■ Assignment: Every line of the data below should be written out word for word.

■ Exercise input:
= Beginning of Section =

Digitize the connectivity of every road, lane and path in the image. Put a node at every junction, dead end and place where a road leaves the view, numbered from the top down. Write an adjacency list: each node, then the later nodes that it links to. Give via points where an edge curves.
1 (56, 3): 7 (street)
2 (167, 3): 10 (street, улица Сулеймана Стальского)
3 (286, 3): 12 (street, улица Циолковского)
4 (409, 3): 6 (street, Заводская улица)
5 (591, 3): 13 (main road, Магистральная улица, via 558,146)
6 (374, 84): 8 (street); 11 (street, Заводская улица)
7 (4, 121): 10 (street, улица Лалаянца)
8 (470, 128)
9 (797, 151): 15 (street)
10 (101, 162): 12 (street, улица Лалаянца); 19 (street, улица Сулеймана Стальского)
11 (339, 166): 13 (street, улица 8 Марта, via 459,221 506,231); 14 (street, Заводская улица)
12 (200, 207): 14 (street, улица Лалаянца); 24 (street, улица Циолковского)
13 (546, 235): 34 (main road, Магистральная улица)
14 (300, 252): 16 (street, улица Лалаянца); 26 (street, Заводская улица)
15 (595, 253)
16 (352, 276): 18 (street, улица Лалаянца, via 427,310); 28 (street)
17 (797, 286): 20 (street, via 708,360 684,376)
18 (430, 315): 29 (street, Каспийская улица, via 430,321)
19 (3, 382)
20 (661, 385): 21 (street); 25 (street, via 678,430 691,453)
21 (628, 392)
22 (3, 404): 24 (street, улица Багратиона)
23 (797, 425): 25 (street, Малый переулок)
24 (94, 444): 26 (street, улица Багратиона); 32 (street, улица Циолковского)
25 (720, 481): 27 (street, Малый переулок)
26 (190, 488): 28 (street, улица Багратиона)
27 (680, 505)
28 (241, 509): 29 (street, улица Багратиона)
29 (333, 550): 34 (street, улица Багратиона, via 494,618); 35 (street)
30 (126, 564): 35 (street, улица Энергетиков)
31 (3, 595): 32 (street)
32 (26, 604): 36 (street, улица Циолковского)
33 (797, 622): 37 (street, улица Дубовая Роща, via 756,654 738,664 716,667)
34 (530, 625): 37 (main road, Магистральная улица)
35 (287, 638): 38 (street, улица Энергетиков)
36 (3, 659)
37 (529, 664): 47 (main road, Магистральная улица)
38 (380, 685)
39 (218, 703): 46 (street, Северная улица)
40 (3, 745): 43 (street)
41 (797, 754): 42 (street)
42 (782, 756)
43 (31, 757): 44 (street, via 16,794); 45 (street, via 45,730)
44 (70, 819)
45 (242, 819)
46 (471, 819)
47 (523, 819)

= End of Section =

■ Reply to the task:
Digitize the connectivity of every road, lane and path in the image. Put a node at every junction, dead end and place where a road leaves the view, numbered from the top down. Write an adjacency list: each node, then the later nodes that it links to. Give via points where an edge curves.
1 (56, 3): 7 (street)
2 (167, 3): 10 (street, улица Сулеймана Стальского)
3 (286, 3): 12 (street, улица Циолковского)
4 (409, 3): 6 (street, Заводская улица)
5 (591, 3): 13 (main road, Магистральная улица, via 558,146)
6 (374, 84): 8 (street); 11 (street, Заводская улица)
7 (4, 121): 10 (street, улица Лалаянца)
8 (470, 128)
9 (797, 151): 15 (street)
10 (101, 162): 12 (street, улица Лалаянца); 19 (street, улица Сулеймана Стальского)
11 (339, 166): 13 (street, улица 8 Марта, via 459,221 506,231); 14 (street, Заводская улица)
12 (200, 207): 14 (street, улица Лалаянца); 24 (street, улица Циолковского)
13 (546, 235): 34 (main road, Магистральная улица)
14 (300, 252): 16 (street, улица Лалаянца); 26 (street, Заводская улица)
15 (595, 253)
16 (352, 276): 18 (street, улица Лалаянца, via 427,310); 28 (street)
17 (797, 286): 20 (street, via 708,360 684,376)
18 (430, 315): 29 (street, Каспийская улица, via 430,321)
19 (3, 382)
20 (661, 385): 21 (street); 25 (street, via 678,430 691,453)
21 (628, 392)
22 (3, 404): 24 (street, улица Багратиона)
23 (797, 425): 25 (street, Малый переулок)
24 (94, 444): 26 (street, улица Багратиона); 32 (street, улица Циолковского)
25 (720, 481): 27 (street, Малый переулок)
26 (190, 488): 28 (street, улица Багратиона)
27 (680, 505)
28 (241, 509): 29 (street, улица Багратиона)
29 (333, 550): 34 (street, улица Багратиона, via 494,618); 35 (street)
30 (126, 564): 35 (street, улица Энергетиков)
31 (3, 595): 32 (street)
32 (26, 604): 36 (street, улица Циолковского)
33 (797, 622): 37 (street, улица Дубовая Роща, via 756,654 738,664 716,667)
34 (530, 625): 37 (main road, Магистральная улица)
35 (287, 638): 38 (street, улица Энергетиков)
36 (3, 659)
37 (529, 664): 47 (main road, Магистральная улица)
38 (380, 685)
39 (218, 703): 46 (street, Северная улица)
40 (3, 745): 43 (street)
41 (797, 754): 42 (street)
42 (782, 756)
43 (31, 757): 44 (street, via 16,794); 45 (street, via 45,730)
44 (70, 819)
45 (242, 819)
46 (471, 819)
47 (523, 819)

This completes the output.